By Andrea Scarpino
Los Angeles
I’ve been told that people who grew up with neat nuclear families struggle understanding the families of those of us who didn’t. I count among my family: blood relations, step-relatives, my partner and his relatives, old friends, and even ex step-relatives, people who are technically no relation to me since my mother and step-father’s divorce. Trying to explain an ex step-grandmother or an aunt who is really a friend to someone who has only known blood related grandmothers and aunts, well, that can get a little tricky. And for many years growing up, I wished my family wasn’t as complicated as it is, that I didn’t have to divide my time between houses and states, explain why my last name was different from everyone else most of the time, or why our motley crew of relatives looked so different from one another.
And our difference has only continued to grow. I have first cousins who are twenty years older than I am, a younger brother who is a foot taller, a Chinese American sister, Korean niece, a step-mom who is married to my step-dad, and a Jeannie, who has been my step-mom since I was nine. . . and this just begins the weirdness. But at a certain point along the way, I realized that our difference is part of what makes my family interesting. And incorporating new people into the family fold, well that’s just part of the fun.
So while I understand the fact that my brother and I have different fathers can confuse other people, I also wish we could open up our conceptions of family a little wider to let more people in. And maybe, in letting them in, we could find more common denominators between us. Because one thing I’ve learned during the past eight months of President Obama’s administration is that racism in America is alive and well, is kicking its feet wildly against a Black President, is stirring up hatreds everywhere it can. And racism is only possible when we refuse to see commonalities between us, insist that our particular way of life is better than another’s.
And I can’t help but wonder if racism’s us versus them mentality wouldn’t be undermined if more people had practice broadening their view of family. If we could move from the rapidly dying nuclear family outwards in every direction, collecting good friends and former relatives, partners of friends and actual blood relations along the way, sweeping them all into a widening cyclone of loved ones. I know this may sound hippy-dippy, but finding commonalities in the midst of difference has only made my life better, has helped me to negotiate and renegotiate my own beliefs, has given me practice questioning and challenging others who hold different beliefs, look differently, come from very different backgrounds. And it has taught me to respect other people, even when I don’t understand their ideas.

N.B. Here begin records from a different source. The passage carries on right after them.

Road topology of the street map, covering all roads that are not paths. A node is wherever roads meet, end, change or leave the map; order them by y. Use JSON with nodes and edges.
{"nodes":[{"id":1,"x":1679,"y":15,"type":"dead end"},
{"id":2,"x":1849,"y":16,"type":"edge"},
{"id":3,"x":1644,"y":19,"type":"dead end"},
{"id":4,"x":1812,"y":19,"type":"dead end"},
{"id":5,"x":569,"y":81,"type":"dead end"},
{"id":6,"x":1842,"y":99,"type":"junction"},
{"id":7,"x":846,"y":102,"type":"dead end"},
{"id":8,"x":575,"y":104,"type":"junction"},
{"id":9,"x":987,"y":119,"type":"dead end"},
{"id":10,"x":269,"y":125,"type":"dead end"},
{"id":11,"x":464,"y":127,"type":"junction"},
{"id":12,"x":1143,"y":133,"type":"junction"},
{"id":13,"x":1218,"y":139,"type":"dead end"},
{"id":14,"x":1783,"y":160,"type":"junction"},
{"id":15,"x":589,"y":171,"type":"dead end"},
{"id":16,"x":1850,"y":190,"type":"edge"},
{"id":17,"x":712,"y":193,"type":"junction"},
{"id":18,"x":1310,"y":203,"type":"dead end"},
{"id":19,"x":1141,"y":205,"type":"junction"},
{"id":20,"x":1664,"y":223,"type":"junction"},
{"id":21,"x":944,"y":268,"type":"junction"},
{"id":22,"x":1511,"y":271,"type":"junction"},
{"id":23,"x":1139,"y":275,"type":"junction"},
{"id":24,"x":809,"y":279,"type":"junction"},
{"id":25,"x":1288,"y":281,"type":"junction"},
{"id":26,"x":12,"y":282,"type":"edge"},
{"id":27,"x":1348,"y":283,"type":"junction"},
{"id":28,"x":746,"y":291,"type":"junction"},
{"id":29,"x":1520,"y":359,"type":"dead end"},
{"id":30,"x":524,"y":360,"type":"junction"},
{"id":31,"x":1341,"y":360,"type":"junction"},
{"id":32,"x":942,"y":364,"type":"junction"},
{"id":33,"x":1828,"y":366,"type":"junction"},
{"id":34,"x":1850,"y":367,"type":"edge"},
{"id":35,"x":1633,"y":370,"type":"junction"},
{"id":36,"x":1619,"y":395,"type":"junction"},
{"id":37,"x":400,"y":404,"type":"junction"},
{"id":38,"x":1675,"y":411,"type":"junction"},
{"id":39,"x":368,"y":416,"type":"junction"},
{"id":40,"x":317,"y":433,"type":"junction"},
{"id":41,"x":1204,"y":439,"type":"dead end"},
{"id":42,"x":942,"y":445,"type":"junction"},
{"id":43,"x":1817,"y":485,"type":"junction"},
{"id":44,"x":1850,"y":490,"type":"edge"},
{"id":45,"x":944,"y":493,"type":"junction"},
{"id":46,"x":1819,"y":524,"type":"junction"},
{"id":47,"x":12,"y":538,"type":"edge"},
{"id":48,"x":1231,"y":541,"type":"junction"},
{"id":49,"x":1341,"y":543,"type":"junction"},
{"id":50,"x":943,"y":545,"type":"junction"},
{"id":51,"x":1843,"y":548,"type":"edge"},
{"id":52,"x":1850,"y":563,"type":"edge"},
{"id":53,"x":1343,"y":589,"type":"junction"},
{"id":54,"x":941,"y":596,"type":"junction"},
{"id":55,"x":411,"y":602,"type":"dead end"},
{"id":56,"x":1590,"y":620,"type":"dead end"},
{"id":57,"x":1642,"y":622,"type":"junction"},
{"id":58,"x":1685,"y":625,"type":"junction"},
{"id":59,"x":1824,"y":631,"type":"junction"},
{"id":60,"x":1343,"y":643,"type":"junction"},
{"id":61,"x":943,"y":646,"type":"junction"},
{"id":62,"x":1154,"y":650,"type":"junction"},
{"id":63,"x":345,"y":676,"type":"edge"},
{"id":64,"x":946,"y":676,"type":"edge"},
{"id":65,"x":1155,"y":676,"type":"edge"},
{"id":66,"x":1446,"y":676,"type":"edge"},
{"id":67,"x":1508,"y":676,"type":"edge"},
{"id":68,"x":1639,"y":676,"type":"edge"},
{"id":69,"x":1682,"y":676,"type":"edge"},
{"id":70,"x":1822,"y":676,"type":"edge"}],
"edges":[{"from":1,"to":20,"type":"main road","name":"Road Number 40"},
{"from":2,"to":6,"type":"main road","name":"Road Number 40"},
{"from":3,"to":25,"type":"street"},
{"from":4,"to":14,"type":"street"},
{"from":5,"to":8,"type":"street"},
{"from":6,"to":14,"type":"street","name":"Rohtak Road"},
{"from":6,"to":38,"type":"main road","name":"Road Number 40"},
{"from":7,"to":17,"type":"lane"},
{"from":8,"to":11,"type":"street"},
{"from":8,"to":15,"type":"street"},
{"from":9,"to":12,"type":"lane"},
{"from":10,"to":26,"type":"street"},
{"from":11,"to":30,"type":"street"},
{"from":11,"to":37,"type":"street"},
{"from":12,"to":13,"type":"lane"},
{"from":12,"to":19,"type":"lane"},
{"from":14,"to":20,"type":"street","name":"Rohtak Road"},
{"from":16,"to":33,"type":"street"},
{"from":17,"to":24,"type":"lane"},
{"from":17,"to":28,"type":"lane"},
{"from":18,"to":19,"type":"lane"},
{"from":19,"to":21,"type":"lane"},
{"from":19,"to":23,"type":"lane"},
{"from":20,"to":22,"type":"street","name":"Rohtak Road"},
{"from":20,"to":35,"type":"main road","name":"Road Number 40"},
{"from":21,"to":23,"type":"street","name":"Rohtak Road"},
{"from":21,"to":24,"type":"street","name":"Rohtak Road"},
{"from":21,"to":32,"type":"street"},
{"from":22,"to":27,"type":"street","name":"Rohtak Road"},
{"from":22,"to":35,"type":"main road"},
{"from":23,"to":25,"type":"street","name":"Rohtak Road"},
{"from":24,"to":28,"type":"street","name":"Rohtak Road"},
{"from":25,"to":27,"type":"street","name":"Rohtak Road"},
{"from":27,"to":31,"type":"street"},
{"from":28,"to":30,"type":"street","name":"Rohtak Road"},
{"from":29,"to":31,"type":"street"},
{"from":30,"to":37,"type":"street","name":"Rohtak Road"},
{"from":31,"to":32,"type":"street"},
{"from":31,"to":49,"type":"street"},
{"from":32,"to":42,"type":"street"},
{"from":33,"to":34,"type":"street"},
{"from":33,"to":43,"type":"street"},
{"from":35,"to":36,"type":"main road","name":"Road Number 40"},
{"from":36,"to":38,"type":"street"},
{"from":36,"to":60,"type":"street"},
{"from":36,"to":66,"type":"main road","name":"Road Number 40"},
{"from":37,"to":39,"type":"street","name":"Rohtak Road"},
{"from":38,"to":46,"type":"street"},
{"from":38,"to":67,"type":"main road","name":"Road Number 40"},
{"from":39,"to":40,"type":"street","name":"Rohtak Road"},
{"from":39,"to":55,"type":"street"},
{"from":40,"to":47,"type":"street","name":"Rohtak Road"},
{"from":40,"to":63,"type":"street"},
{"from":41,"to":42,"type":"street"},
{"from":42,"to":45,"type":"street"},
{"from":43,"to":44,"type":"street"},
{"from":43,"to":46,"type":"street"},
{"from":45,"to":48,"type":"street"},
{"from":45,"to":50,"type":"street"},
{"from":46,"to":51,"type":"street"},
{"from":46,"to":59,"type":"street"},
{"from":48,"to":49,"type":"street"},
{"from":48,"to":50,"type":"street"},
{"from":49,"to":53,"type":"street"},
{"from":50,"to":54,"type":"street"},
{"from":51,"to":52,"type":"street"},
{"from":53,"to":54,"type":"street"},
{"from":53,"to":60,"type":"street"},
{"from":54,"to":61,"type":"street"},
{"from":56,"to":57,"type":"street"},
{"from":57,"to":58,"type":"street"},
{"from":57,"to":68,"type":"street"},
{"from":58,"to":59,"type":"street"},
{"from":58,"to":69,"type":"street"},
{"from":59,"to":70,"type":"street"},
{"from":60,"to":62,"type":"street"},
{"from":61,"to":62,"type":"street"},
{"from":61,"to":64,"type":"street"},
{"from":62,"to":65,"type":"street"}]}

Hatred likes to disguise itself as family values, so I like to think of the values my motley crew of a family has taught me: don’t worry so much about blood/skin color/class status/background/ sexuality/ability. Instead, take care of those who will take care of you. Who will have conversation instead of mud flinging, who don’t care so much if you’re really related, who will look you in the eye and say you’re wrong, and then help you cut the birthday cake.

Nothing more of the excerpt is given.